Women in special situations of vulnerability

Pregnant and nursing women

Another major issue in relation to women in detention are always pregnant women and mothers of small children. Sensitive areas are the care of pregnant inmates, the procedure of giving birth and whether the baby or toddler should stay with the mother in the detention facility and for how long. In Austria, there are currently9 five children who are in prison with their mothers. These inmates and their children are housed in a specific ward for women with children. Four children were born in detention in 2018. On average, children stay with their mothers in prison for 144 days.10

In relation to pregnant women in prison, the most important recommendation from the NPM is that these women must get the same medical exams which pregnant women in the “outside world” have access to, i.e. regular preventive health check-ups offered to them within the so-called “mother-child-booklet”. The NPM further recommends that pregnant inmates should give birth outside the correctional institution, i.e. in a regular hospital, and that they should have access to a midwife or a female prison staff with experience in childbirth while in prison, prior and after the birth of their child.

Older women

As of 1 February 2024, 632 women were in prison: 600 of them are under the age of 60; 14 of them are between the age of 60 and 65; and 18 of them are older than 65. At the moment, the oldest female inmate in Austria is 92 years old. She was sentenced to 12 years in prison at this advanced age, which means that she will most likely remain in prison until her death. 

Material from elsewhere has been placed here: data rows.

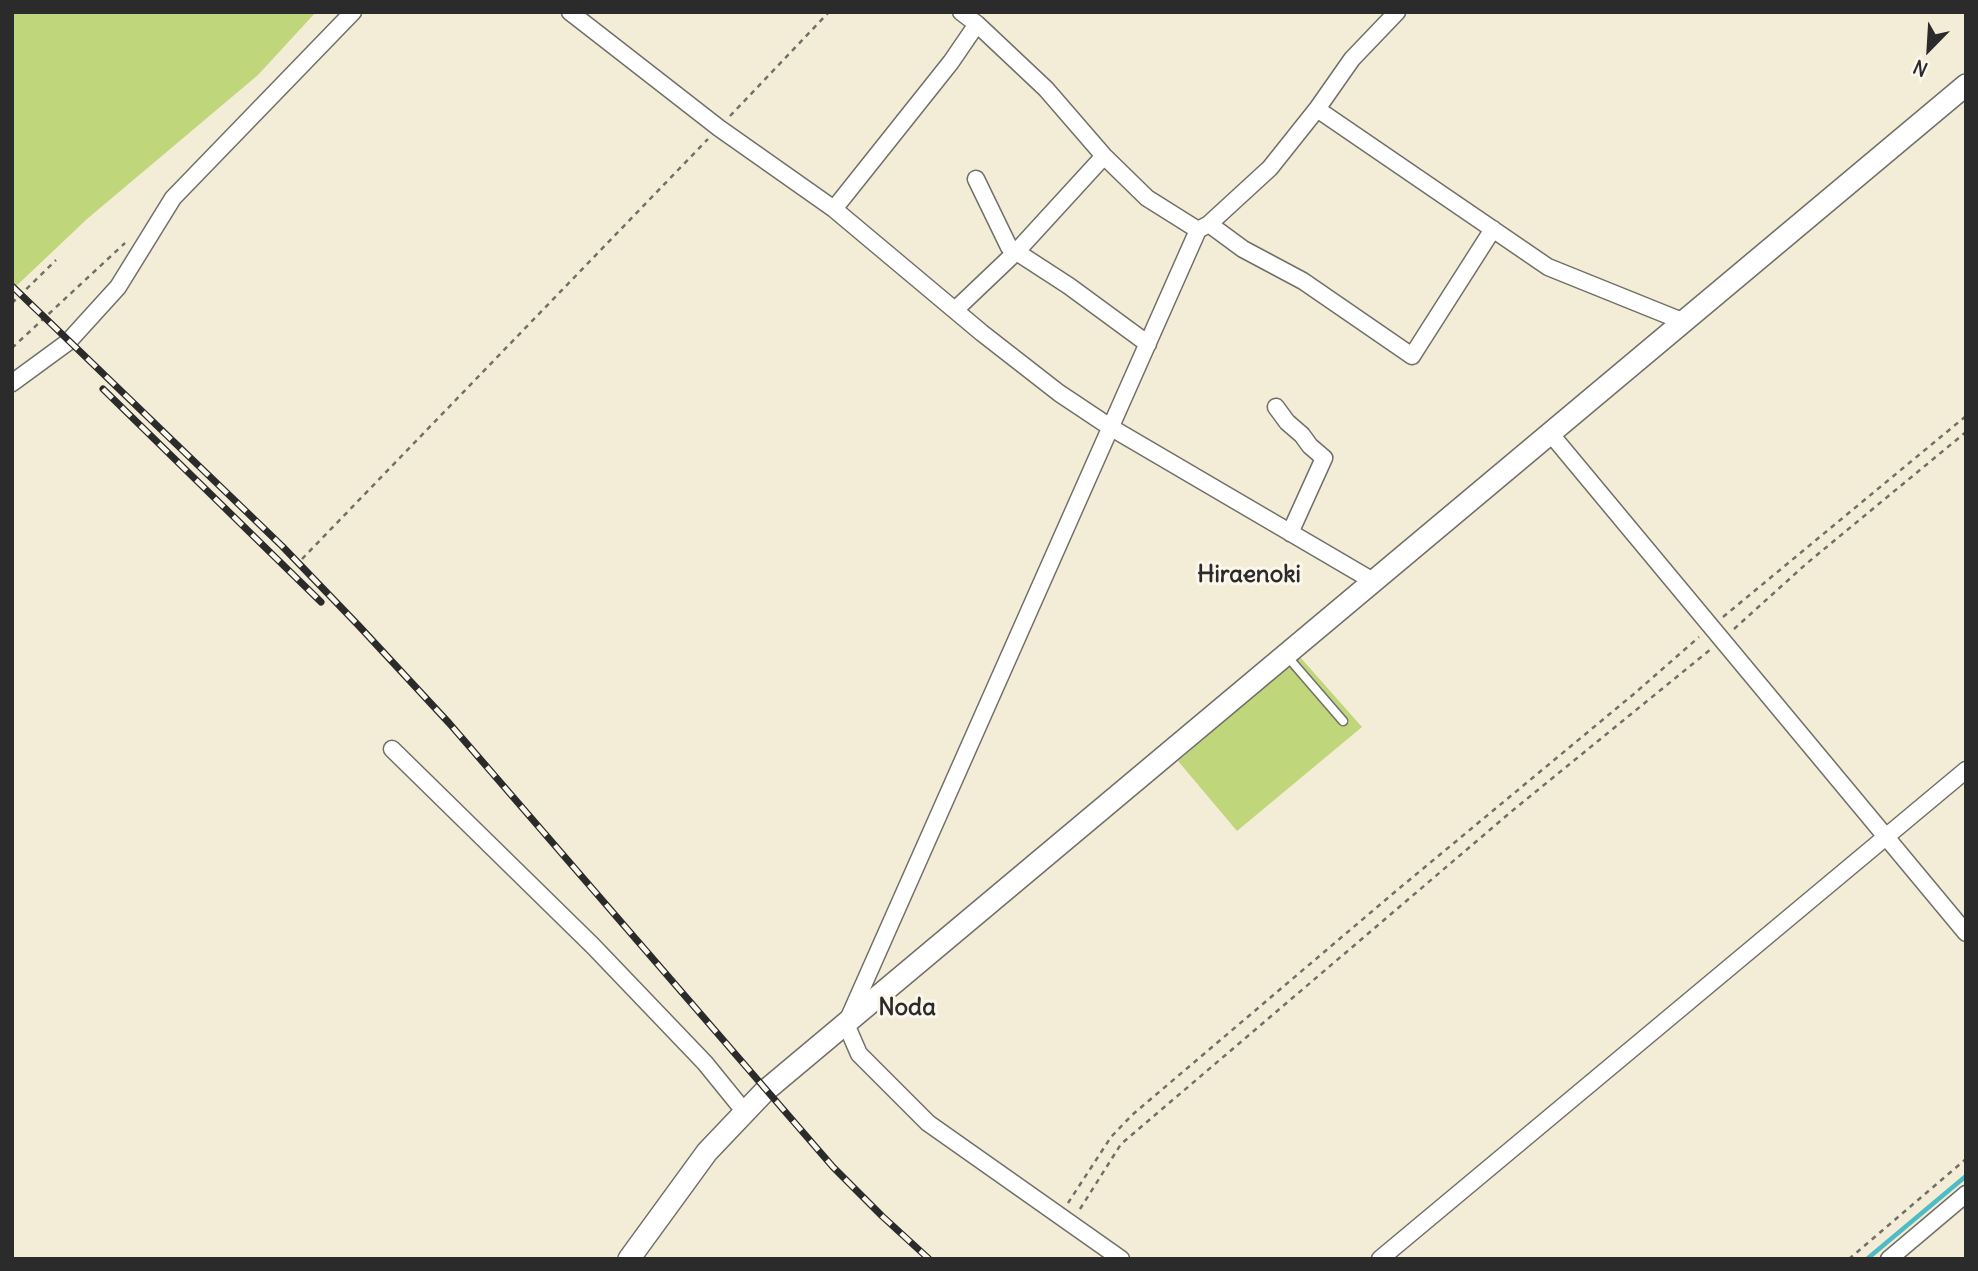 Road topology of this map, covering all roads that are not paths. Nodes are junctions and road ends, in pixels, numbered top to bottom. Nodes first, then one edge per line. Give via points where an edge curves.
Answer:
1 (353, 12) edge
2 (570, 12) edge
3 (961, 12) edge
4 (1396, 12) edge
5 (977, 24) junction
6 (1966, 85) edge
7 (1317, 109) junction
8 (1104, 156) junction
9 (976, 179) dead end
10 (834, 209) junction
11 (1203, 227) junction
12 (1493, 229) junction
13 (1017, 251) junction
14 (955, 310) junction
15 (1682, 321) junction
16 (1149, 344) junction
17 (12, 383) edge
18 (1276, 407) dead end
19 (1110, 427) junction
20 (1550, 433) junction
21 (1290, 533) junction
22 (1373, 582) junction
23 (1286, 655) junction
24 (1343, 721) dead end
25 (392, 749) dead end
26 (1966, 770) edge
27 (1886, 838) junction
28 (1966, 933) edge
29 (846, 1024) junction
30 (744, 1111) junction
31 (1966, 1194) edge
32 (629, 1259) edge
33 (1121, 1259) edge
34 (1380, 1259) edge
35 (1889, 1259) edge

1 - 17 street via 173,198 118,287 85,324
2 - 10 street via 719,128
3 - 5 street
4 - 7 street via 1352,59
5 - 8 street via 1046,89
5 - 10 street
6 - 15 street
7 - 11 street via 1270,168
7 - 12 street
8 - 11 street via 1147,198
8 - 13 street
9 - 13 street via 1009,247
10 - 14 street
11 - 12 street via 1303,281 1412,356
11 - 16 street
12 - 15 street via 1548,267
13 - 14 street
13 - 16 street
14 - 19 street via 1059,393
15 - 20 street
16 - 19 street
18 - 21 street via 1324,458
19 - 21 street
19 - 29 street
20 - 22 street
20 - 27 street
21 - 22 street
22 - 23 street
23 - 24 lane
23 - 29 street
25 - 30 street via 593,946 705,1063
26 - 27 street
27 - 28 street
27 - 34 street
29 - 30 street
29 - 33 street via 859,1054 928,1123
30 - 32 street via 707,1152
31 - 35 street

The demographic development is also reflected in the prison population, i.e. inmates are getting older and are reaching an age at which they will inevitably need more care. The Austrian NPM draws attention to this and to the fact that solutions need to be found to guarantee that these inmates can age and die with dignity. Older inmates have other needs and requirements. They want quiet living and a place of retreat. Prisons must provide settings, which take this into account as well. It must be ensured that the detention rooms are equipped for older women with disabilities, that medical and nursing care is provided and that the staff is adequately trained.

Since the number of women in prison is significantly lower than the number of male inmates, the number of elderly women in prison is even lower. This inevitably means that the specific needs of elderly women in prison are addressed even less.